WR 25 (HD 93162) is a binary star system in the turbulent star-forming region the Carina Nebula, about 6,800 light-years from Earth. It contains a Wolf-Rayet star and a hot luminous companion and is a member of the Trumpler 16 cluster. The name comes from the Catalogue of Galactic Wolf–Rayet Stars.

Spectrum
WR 25 was recognised as a Wolf–Rayet star in the 19th century, because of its brightness and a spectrum dominated by broad emission lines.  The spectrum contains lines of hydrogen and is intermediate between a classical WN (Wolf-Rayet) star and an O-type supergiant.  This led to early reports that it was a binary, for example a WN7 star plus an O7 star.  It has also been described as WN7 + abs (meaning a Wolf-Rayet star with absorption lines of unknown origin) and WN6ha.  With the introduction of specific classifications for hot slash stars, WR 25 was assigned the spectral type O2.5If*/WN6.  This recognises the presence of nitrogen, the intrinsic weakness of many emission lines, and the presence of some helium and hydrogen absorption lines.  The classification represents a fine gradation of weaker emission and stronger absorption than a WN6ha spectral type.  Any contribution to the spectrum from the companion cannot be clearly detected.

Properties

The primary star of the WR 25 system is approximately 2.4 million times brighter than the Sun and illuminates the far southern end of the Trumpler 16 cluster.  The model used to derive the stellar parameters is unsuitable for use in binary systems with the authors noting that the companion contributes more than 15% of the system luminosity, so the luminosity is highly uncertain.  Earlier estimates based on measurements of the ionising flux produced values around 1.5 million times the sun, with correspondingly lower estimates for other physical data.
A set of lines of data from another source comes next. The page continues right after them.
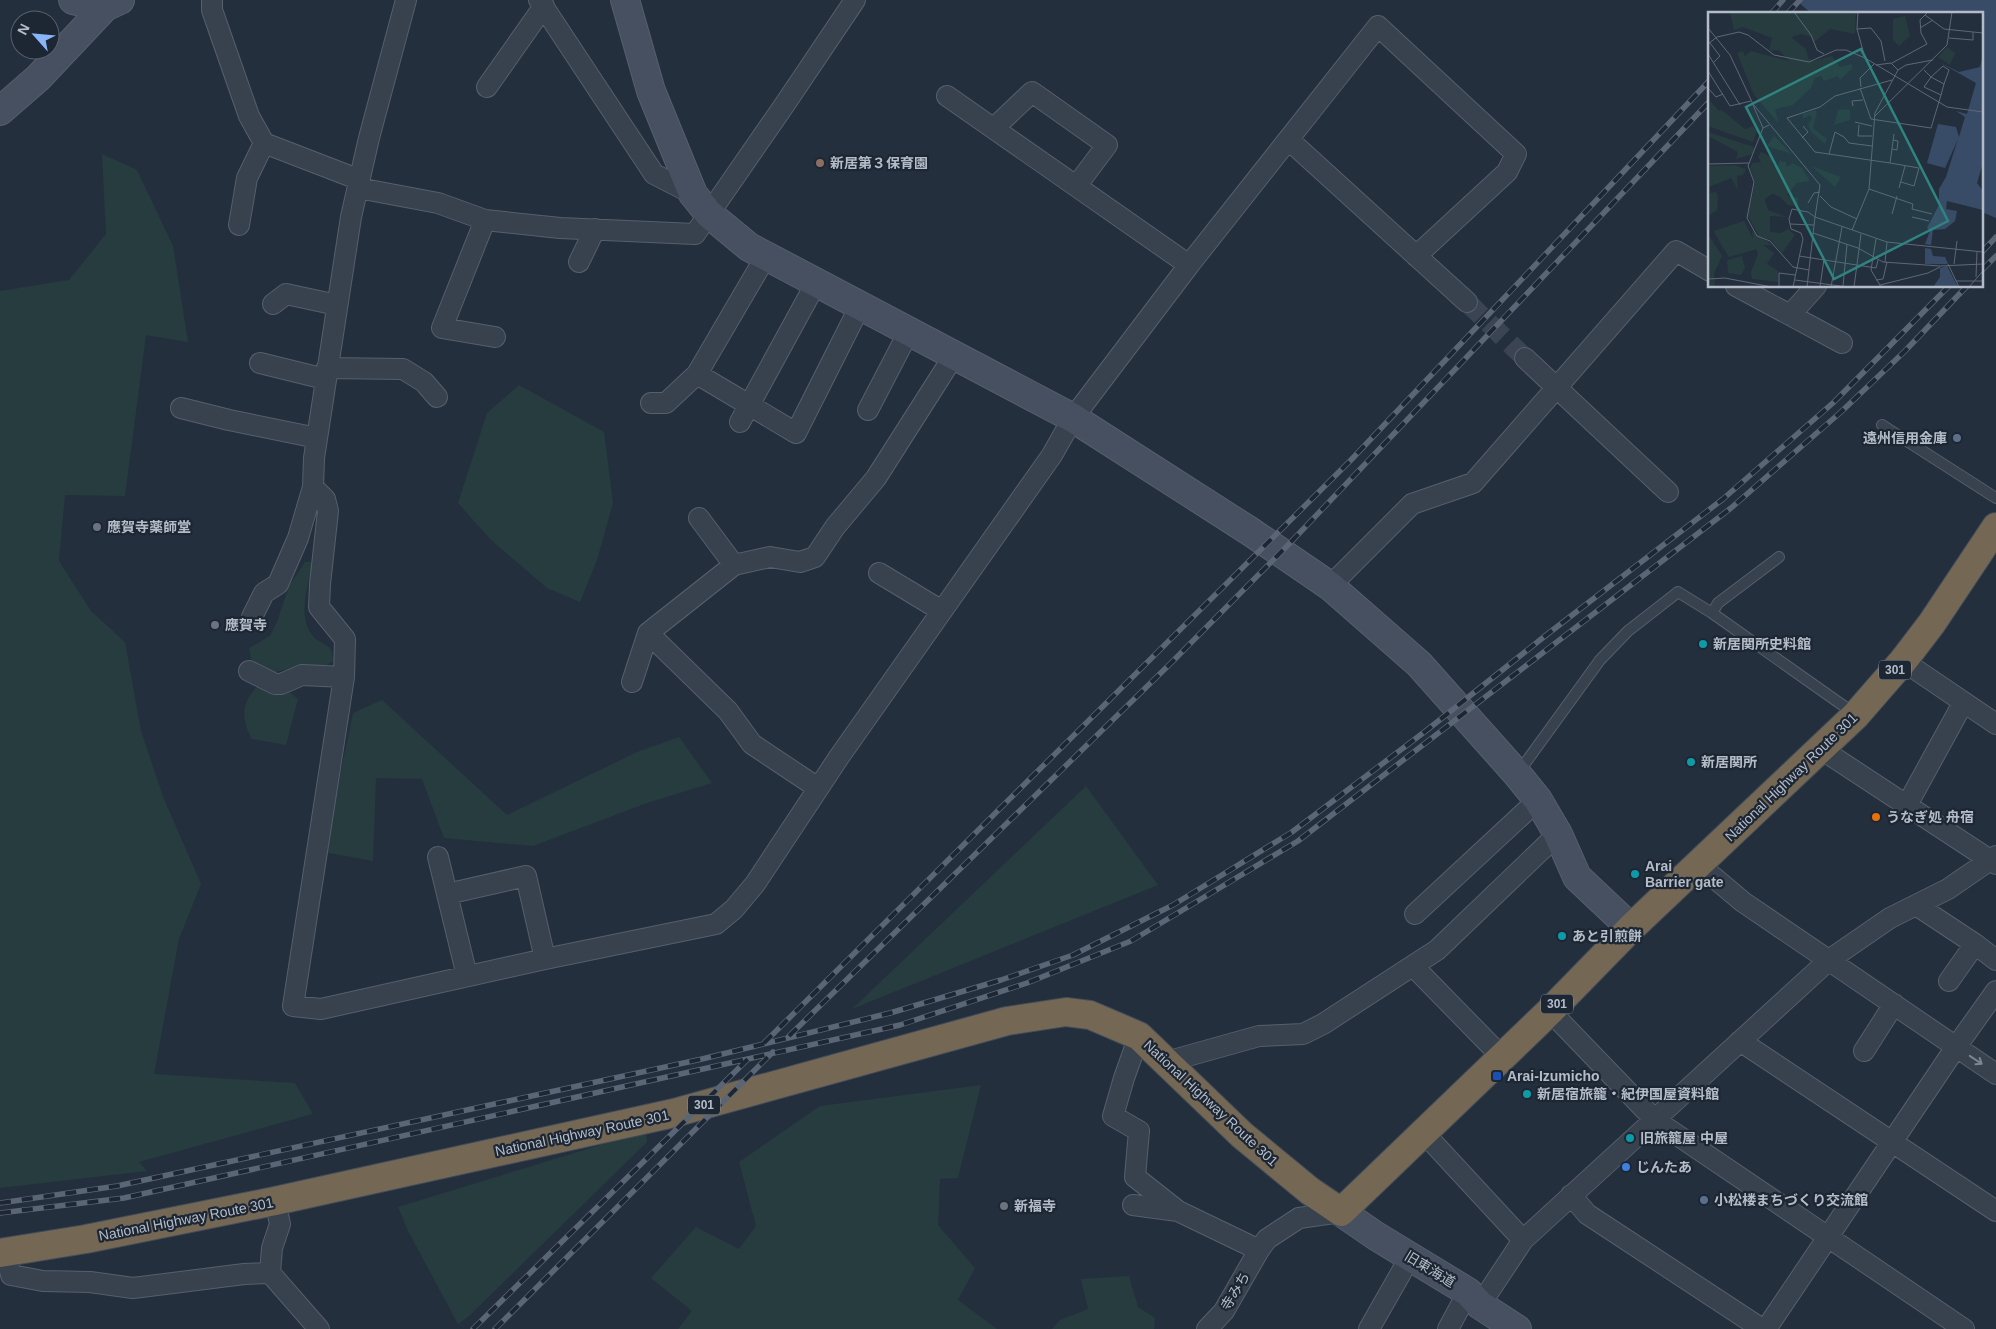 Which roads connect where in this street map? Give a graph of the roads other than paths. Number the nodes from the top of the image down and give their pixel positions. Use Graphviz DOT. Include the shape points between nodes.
graph roads {
  1 [pos="73,0"];
  2 [pos="212,0"];
  3 [pos="406,0"];
  4 [pos="625,0"];
  5 [pos="855,0"];
  6 [pos="542,3"];
  7 [pos="113,4"];
  8 [pos="487,87"];
  9 [pos="947,96"];
  10 [pos="0,111"];
  11 [pos="994,128"];
  12 [pos="1289,140"];
  13 [pos="264,144"];
  14 [pos="359,184"];
  15 [pos="1077,185"];
  16 [pos="701,204"];
  17 [pos="485,220"];
  18 [pos="239,226"];
  19 [pos="595,229"];
  20 [pos="766,256"];
  21 [pos="1416,256"];
  22 [pos="579,262"];
  23 [pos="1188,265"];
  24 [pos="1708,270"];
  25 [pos="816,283"];
  26 [pos="1740,288"];
  27 [pos="1814,288"];
  28 [pos="1467,302"];
  29 [pos="273,304"];
  30 [pos="336,305"];
  31 [pos="860,306"];
  32 [pos="1790,315"];
  33 [pos="908,333"];
  34 [pos="494,337"];
  35 [pos="1842,343"];
  36 [pos="953,356"];
  37 [pos="1525,358"];
  38 [pos="260,363"];
  39 [pos="326,373"];
  40 [pos="697,374"];
  41 [pos="1557,388"];
  42 [pos="437,397"];
  43 [pos="651,403"];
  44 [pos="181,408"];
  45 [pos="868,410"];
  46 [pos="745,414"];
  47 [pos="1073,418"];
  48 [pos="1882,425"];
  49 [pos="317,438"];
  50 [pos="313,487"];
  51 [pos="1668,492"];
  52 [pos="1996,498"];
  53 [pos="699,518"];
  54 [pos="1996,527"];
  55 [pos="1779,557"];
  56 [pos="734,565"];
  57 [pos="879,573"];
  58 [pos="1330,586"];
  59 [pos="942,611"];
  60 [pos="1712,613"];
  61 [pos="252,618"];
  62 [pos="648,633"];
  63 [pos="1903,661"];
  64 [pos="249,670"];
  65 [pos="344,677"];
  66 [pos="632,682"];
  67 [pos="1963,703"];
  68 [pos="1856,715"];
  69 [pos="1996,724"];
  70 [pos="1821,749"];
  71 [pos="1517,774"];
  72 [pos="818,788"];
  73 [pos="1538,800"];
  74 [pos="1906,805"];
  75 [pos="1558,834"];
  76 [pos="438,857"];
  77 [pos="1994,860"];
  78 [pos="1699,864"];
  79 [pos="446,894"];
  80 [pos="1916,905"];
  81 [pos="1415,914"];
  82 [pos="1631,928"];
  83 [pos="1975,944"];
  84 [pos="545,959"];
  85 [pos="1829,960"];
  86 [pos="1996,960"];
  87 [pos="1413,966"];
  88 [pos="467,976"];
  89 [pos="1949,981"];
  90 [pos="1996,991"];
  91 [pos="1894,1004"];
  92 [pos="1550,1011"];
  93 [pos="1139,1036"];
  94 [pos="1740,1041"];
  95 [pos="1956,1047"];
  96 [pos="1864,1051"];
  97 [pos="1502,1057"];
  98 [pos="1166,1062"];
  99 [pos="1996,1074"];
  100 [pos="1655,1120"];
  101 [pos="1424,1133"];
  102 [pos="1892,1142"];
  103 [pos="1572,1195"];
  104 [pos="275,1200"];
  105 [pos="1134,1206"];
  106 [pos="1178,1211"];
  107 [pos="1996,1211"];
  108 [pos="1341,1212"];
  109 [pos="1829,1235"];
  110 [pos="1523,1240"];
  111 [pos="1259,1250"];
  112 [pos="3,1253"];
  113 [pos="1410,1257"];
  114 [pos="270,1273"];
  115 [pos="1474,1299"];
  116 [pos="319,1329"];
  117 [pos="1207,1329"];
  118 [pos="1369,1329"];
  119 [pos="1448,1329"];
  120 [pos="1517,1329"];
  121 [pos="1762,1329"];
  122 [pos="1766,1329"];
  123 [pos="1964,1329"];
  1 -- 7 [label="street"];
  2 -- 13 [label="street" via="212,10 249,116"];
  3 -- 14 [label="street"];
  4 -- 16 [label="street" via="651,91"];
  5 -- 16 [label="street"];
  6 -- 8 [label="street"];
  6 -- 16 [label="street" via="654,174"];
  7 -- 10 [label="street"];
  9 -- 11 [label="street"];
  11 -- 15 [label="street"];
  11 -- 15 [label="street" via="1032,92 1107,145"];
  12 -- 21 [label="street"];
  12 -- 21 [label="street" via="1378,26 1516,154 1507,172"];
  12 -- 23 [label="street"];
  13 -- 14 [label="street"];
  13 -- 18 [label="street" via="246,178"];
  14 -- 17 [label="street" via="438,203"];
  14 -- 30 [label="street"];
  15 -- 23 [label="street"];
  16 -- 19 [label="street" via="695,234"];
  16 -- 20 [label="street" via="749,248"];
  17 -- 19 [label="street"];
  17 -- 34 [label="street" via="442,328"];
  19 -- 22 [label="street"];
  20 -- 25 [label="street"];
  20 -- 40 [label="street"];
  21 -- 28 [label="street"];
  23 -- 47 [label="street"];
  24 -- 41 [label="street" via="1676,251"];
  25 -- 31 [label="street"];
  25 -- 46 [label="street"];
  26 -- 32 [label="street"];
  27 -- 32 [label="street"];
  29 -- 30 [label="street" via="286,294"];
  30 -- 39 [label="street"];
  31 -- 33 [label="street"];
  31 -- 46 [label="street" via="796,433"];
  32 -- 35 [label="street"];
  33 -- 36 [label="street"];
  33 -- 45 [label="street"];
  36 -- 47 [label="street"];
  36 -- 56 [label="street" via="876,478 835,526 815,557 800,562 770,557"];
  37 -- 41 [label="street"];
  38 -- 39 [label="street"];
  39 -- 42 [label="street" via="403,369 424,382"];
  39 -- 49 [label="street"];
  40 -- 43 [label="street" via="666,403"];
  40 -- 46 [label="street"];
  41 -- 51 [label="street"];
  41 -- 58 [label="street" via="1473,483 1412,504"];
  44 -- 49 [label="street"];
  47 -- 58 [label="street" via="1243,526"];
  47 -- 59 [label="street" via="1052,455"];
  48 -- 52 [label="lane"];
  49 -- 50 [label="street"];
  50 -- 61 [label="street" via="298,538 278,584 264,593"];
  50 -- 65 [label="street" via="325,499 328,511 319,607 344,639"];
  53 -- 56 [label="street"];
  54 -- 63 [label="highway, National Highway Route 301 / 301"];
  55 -- 60 [label="lane" via="1718,603"];
  56 -- 62 [label="street"];
  57 -- 59 [label="street"];
  58 -- 71 [label="street" via="1419,664"];
  59 -- 72 [label="street"];
  60 -- 68 [label="lane"];
  60 -- 71 [label="lane" via="1678,592 1628,631 1600,660"];
  62 -- 66 [label="street"];
  62 -- 72 [label="street" via="728,711 752,744"];
  63 -- 67 [label="street"];
  63 -- 68 [label="highway, National Highway Route 301 / 301"];
  64 -- 65 [label="street" via="275,684 302,675"];
  65 -- 88 [label="street" via="293,1006 321,1009"];
  67 -- 69 [label="street"];
  67 -- 74 [label="street"];
  68 -- 70 [label="highway, National Highway Route 301 / 301"];
  70 -- 74 [label="street"];
  70 -- 78 [label="highway, National Highway Route 301 / 301"];
  71 -- 73 [label="street"];
  72 -- 84 [label="street" via="755,884 716,924"];
  73 -- 75 [label="street"];
  73 -- 81 [label="street"];
  74 -- 77 [label="street"];
  75 -- 82 [label="street" via="1577,876"];
  75 -- 87 [label="street" via="1437,950"];
  76 -- 79 [label="street"];
  77 -- 80 [label="street"];
  78 -- 82 [label="highway, National Highway Route 301 / 301"];
  78 -- 85 [label="street" via="1743,902"];
  79 -- 84 [label="street" via="526,876"];
  79 -- 88 [label="street"];
  80 -- 83 [label="street"];
  80 -- 85 [label="street" via="1890,918"];
  82 -- 92 [label="highway, National Highway Route 301 / 301"];
  83 -- 86 [label="street"];
  83 -- 89 [label="street"];
  84 -- 88 [label="street"];
  85 -- 91 [label="street"];
  85 -- 94 [label="street"];
  87 -- 97 [label="street"];
  87 -- 98 [label="street" via="1303,1034 1259,1036"];
  90 -- 95 [label="street"];
  91 -- 95 [label="street"];
  91 -- 96 [label="street"];
  92 -- 97 [label="highway, National Highway Route 301 / 301"];
  92 -- 100 [label="street"];
  93 -- 98 [label="highway, National Highway Route 301 / 301"];
  93 -- 104 [label="highway, National Highway Route 301 / 301" via="1090,1015 1066,1012 1008,1021 674,1113"];
  93 -- 106 [label="street" via="1113,1116 1139,1130 1135,1177"];
  94 -- 100 [label="street"];
  94 -- 102 [label="street"];
  95 -- 99 [label="street, one-way"];
  95 -- 102 [label="street"];
  97 -- 101 [label="highway, National Highway Route 301 / 301"];
  98 -- 108 [label="highway, National Highway Route 301 / 301" via="1242,1135"];
  100 -- 103 [label="street"];
  100 -- 109 [label="street"];
  101 -- 108 [label="highway, National Highway Route 301 / 301"];
  101 -- 110 [label="street"];
  102 -- 107 [label="street"];
  102 -- 109 [label="street"];
  103 -- 110 [label="street"];
  103 -- 121 [label="street" via="1587,1214"];
  104 -- 112 [label="highway, National Highway Route 301 / 301"];
  104 -- 114 [label="street" via="280,1224 272,1248"];
  105 -- 106 [label="street"];
  106 -- 111 [label="street"];
  108 -- 111 [label="street, 寺みち" via="1299,1218 1268,1239"];
  108 -- 113 [label="street, 旧東海道"];
  109 -- 122 [label="street"];
  109 -- 123 [label="street"];
  110 -- 115 [label="street"];
  111 -- 117 [label="street, 寺みち" via="1224,1311"];
  112 -- 114 [label="street" via="11,1275 43,1282 90,1282 133,1288"];
  113 -- 115 [label="street, 旧東海道"];
  113 -- 118 [label="street"];
  114 -- 116 [label="street"];
  115 -- 119 [label="street"];
  115 -- 120 [label="street, 旧東海道"];
}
The companion is assumed to be a young hot massive star, similar to other known WR+O or WR+WR binaries.  It has been reported as an O4 supergiant, but later measurements are still uncertain about the exact spectral type. Colliding stellar winds between two such hot luminous stars produce the hard X-rays that led to suspicion about the binary status long before the 208-day orbital period was detected.

Although very luminous, WR 25 is beyond naked-eye visibility due to heavy dust extinction of clouds in the nebula, and because much of the emitted radiation is in the ultraviolet. With an absolute magnitude of −6.98 at a distance of 1970 parsecs, it would be visible to the naked eye with a stellar magnitude of 4.49 if there were nothing in the way, rather than the actual 8.80. It has been observed in X-rays and infra-red.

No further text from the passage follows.